I'm currently active duty military about to move to Colorado Springs in the next 3-6 months and I think I'm ready to make my first investment. Over the past several years I've tried to educate myself on the logistics of buying and managing a house as an investment and attempted to learn from other peoples experiences in REI. Currently:

- I'm pre-approved for $275,000 but with my credit I think I can bump that up to around $300,000

- Have $10-15,000 I can put towards a down payment or renovations

- Have access to the VA Loan

- Am saving approximately $1000 a month


Current Strategy?

I've seen a lot of people recommend buying a MFH with the VA loan and then house hack/ make improvements, or if a MFH isn't available, do the same with a SFH and then move out after a year and repeat with a new property. I initially considered looking at properties in Pueblo, directly south of Colorado Springs, since there are MFH's there that are significantly more affordable than in CS. But of course, living in Pueblo would present issues commuting to work and also, from what I've seen and read about, possesses less potential for growth, has higher crime, and will demand lower rents.

I'd love to get a MFH but they're prohibitively expensive in CS and I don't want to get over-leveraged for one, assuming I could even qualify. I've thus been primarily looking in CS for potential SFH's in the $250-325 range (ideally a 3/2), so that I can live in 1 room or basement and rent out the other 2 rooms. My concern right now is being able to cash-flow.

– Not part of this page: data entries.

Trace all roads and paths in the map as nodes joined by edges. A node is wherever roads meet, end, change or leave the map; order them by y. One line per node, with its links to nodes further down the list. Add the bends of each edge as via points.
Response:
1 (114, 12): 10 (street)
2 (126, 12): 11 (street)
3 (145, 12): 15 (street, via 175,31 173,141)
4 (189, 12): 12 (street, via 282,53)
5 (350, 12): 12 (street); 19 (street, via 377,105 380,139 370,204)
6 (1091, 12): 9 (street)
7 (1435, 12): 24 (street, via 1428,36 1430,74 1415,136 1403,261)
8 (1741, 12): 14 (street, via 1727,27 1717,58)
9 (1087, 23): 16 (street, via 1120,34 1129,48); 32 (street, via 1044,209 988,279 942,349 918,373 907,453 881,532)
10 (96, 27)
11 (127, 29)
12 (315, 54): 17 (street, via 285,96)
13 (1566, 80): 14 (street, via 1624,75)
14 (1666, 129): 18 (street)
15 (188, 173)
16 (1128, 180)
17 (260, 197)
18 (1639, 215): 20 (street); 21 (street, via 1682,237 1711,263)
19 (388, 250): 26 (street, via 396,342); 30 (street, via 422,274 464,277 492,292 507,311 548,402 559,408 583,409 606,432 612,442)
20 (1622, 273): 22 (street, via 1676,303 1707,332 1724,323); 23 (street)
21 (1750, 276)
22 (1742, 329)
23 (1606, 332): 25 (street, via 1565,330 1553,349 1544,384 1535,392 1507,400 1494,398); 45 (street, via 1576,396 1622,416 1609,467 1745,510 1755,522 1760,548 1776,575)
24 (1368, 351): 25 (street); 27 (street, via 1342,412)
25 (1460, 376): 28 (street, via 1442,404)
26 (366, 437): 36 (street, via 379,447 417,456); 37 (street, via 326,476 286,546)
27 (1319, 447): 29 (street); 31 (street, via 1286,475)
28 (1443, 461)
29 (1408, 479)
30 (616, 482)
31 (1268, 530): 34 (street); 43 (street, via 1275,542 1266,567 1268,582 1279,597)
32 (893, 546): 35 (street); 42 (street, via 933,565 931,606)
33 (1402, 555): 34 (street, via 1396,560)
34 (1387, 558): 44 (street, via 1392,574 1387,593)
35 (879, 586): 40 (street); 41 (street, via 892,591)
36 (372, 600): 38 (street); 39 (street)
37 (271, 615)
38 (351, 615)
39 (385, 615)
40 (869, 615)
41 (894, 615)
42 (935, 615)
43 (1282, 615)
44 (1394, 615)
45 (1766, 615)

Even with $0 down I may be able to cover the mortgage with BAH from the military but then I'm concerned about all the other costs (CAPEX, PM costs, regular maintenance, taxes, etc.). This may be doable with roommates but if I were to move out and rent it to just one tenant, I'm not sure that would be sustainable given current rents for 3/2's I've seen in the area.


An alternative I've considered is renting while in CS and buying an area with a lower cost of living in another part of the country, which of course wouldn't allow the VA loan to be used. I've also been looking at townhomes but I'm not as familiar with how they compare with a SFH in terms of appreciation and rental rates (definitely a weak spot in my education).

I'd appreciate any thoughts or suggestions and would love to hear other perspectives on this!